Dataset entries
Segment Open
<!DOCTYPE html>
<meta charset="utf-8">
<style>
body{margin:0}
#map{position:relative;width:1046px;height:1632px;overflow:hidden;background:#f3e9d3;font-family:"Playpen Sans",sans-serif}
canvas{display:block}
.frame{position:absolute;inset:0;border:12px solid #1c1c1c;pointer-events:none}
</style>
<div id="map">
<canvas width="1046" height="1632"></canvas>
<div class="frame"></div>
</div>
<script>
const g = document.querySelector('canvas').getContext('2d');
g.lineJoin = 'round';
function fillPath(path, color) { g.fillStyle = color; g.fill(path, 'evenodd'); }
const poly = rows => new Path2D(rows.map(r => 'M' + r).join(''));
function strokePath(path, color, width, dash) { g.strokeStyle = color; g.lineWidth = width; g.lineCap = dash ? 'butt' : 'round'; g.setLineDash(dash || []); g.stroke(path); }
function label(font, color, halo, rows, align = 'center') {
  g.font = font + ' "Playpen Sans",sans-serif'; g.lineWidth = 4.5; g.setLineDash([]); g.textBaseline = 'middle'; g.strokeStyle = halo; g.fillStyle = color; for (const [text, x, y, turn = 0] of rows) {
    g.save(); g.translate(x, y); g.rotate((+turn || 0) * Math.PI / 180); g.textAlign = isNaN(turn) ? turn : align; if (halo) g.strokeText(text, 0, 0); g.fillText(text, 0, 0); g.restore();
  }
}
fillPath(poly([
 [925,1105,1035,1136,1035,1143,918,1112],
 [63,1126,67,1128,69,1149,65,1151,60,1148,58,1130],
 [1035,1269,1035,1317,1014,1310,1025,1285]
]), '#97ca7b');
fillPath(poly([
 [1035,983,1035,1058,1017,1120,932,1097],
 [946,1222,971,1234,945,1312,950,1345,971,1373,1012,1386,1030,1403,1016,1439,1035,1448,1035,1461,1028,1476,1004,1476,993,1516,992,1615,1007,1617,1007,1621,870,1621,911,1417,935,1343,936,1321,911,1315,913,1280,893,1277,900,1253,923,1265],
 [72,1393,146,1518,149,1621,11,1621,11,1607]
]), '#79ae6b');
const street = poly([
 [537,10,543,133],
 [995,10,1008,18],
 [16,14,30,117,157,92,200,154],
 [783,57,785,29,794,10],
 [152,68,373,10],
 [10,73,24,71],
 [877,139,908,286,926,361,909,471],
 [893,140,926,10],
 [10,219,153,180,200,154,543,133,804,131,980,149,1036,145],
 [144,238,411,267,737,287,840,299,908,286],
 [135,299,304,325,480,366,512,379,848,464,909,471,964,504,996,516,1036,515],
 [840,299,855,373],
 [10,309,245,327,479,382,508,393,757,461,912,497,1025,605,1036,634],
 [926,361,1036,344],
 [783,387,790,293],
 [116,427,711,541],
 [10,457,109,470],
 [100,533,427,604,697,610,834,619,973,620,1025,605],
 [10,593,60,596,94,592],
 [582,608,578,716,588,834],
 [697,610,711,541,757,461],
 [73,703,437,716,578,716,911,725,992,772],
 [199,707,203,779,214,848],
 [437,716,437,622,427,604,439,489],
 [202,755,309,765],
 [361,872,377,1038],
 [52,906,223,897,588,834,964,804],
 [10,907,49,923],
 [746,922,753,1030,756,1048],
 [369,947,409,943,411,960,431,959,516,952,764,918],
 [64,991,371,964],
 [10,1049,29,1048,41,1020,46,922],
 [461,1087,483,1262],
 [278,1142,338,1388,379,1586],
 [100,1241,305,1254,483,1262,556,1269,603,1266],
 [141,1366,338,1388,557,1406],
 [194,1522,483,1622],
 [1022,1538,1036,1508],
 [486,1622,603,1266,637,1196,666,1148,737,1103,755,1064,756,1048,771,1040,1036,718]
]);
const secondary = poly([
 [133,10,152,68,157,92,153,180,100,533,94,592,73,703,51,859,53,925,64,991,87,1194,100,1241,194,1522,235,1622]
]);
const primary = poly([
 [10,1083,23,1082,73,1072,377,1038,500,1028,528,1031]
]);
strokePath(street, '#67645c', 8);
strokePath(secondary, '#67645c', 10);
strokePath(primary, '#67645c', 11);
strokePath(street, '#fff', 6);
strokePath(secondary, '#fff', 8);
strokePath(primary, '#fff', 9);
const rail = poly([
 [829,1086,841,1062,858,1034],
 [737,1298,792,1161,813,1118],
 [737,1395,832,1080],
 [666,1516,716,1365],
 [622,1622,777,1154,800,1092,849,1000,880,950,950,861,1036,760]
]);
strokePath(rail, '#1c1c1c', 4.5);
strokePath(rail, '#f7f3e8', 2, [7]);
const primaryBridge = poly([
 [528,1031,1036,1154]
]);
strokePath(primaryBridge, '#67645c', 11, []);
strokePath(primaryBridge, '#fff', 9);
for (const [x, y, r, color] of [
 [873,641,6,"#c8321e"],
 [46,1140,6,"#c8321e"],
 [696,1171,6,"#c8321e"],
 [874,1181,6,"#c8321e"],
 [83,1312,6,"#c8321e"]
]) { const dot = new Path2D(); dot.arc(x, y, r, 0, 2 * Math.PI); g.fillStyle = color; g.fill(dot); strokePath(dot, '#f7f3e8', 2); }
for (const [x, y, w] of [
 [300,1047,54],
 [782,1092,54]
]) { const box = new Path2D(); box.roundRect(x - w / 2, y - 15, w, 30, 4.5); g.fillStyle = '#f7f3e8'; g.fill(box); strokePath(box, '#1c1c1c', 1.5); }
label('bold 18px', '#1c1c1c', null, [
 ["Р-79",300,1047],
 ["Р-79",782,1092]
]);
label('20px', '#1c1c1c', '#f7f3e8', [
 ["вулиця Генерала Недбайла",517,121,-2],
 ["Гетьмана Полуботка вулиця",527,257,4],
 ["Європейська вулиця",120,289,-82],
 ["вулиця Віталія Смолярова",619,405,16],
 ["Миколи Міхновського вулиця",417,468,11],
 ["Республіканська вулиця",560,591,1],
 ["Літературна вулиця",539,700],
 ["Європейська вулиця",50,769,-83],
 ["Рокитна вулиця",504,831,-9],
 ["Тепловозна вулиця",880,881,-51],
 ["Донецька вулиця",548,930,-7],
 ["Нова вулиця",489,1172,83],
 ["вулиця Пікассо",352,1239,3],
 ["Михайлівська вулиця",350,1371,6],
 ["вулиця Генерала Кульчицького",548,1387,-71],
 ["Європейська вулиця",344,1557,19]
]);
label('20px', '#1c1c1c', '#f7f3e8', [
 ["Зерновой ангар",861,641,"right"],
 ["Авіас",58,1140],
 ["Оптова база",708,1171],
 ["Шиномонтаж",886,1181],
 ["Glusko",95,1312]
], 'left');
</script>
Segment Closed
> [YOUR ASSIGNMENT]:
Look over the records above and filter for each line with the word "street".

> [OUTPUT]:
const street = poly([
strokePath(street, '#67645c', 8);
strokePath(street, '#fff', 6);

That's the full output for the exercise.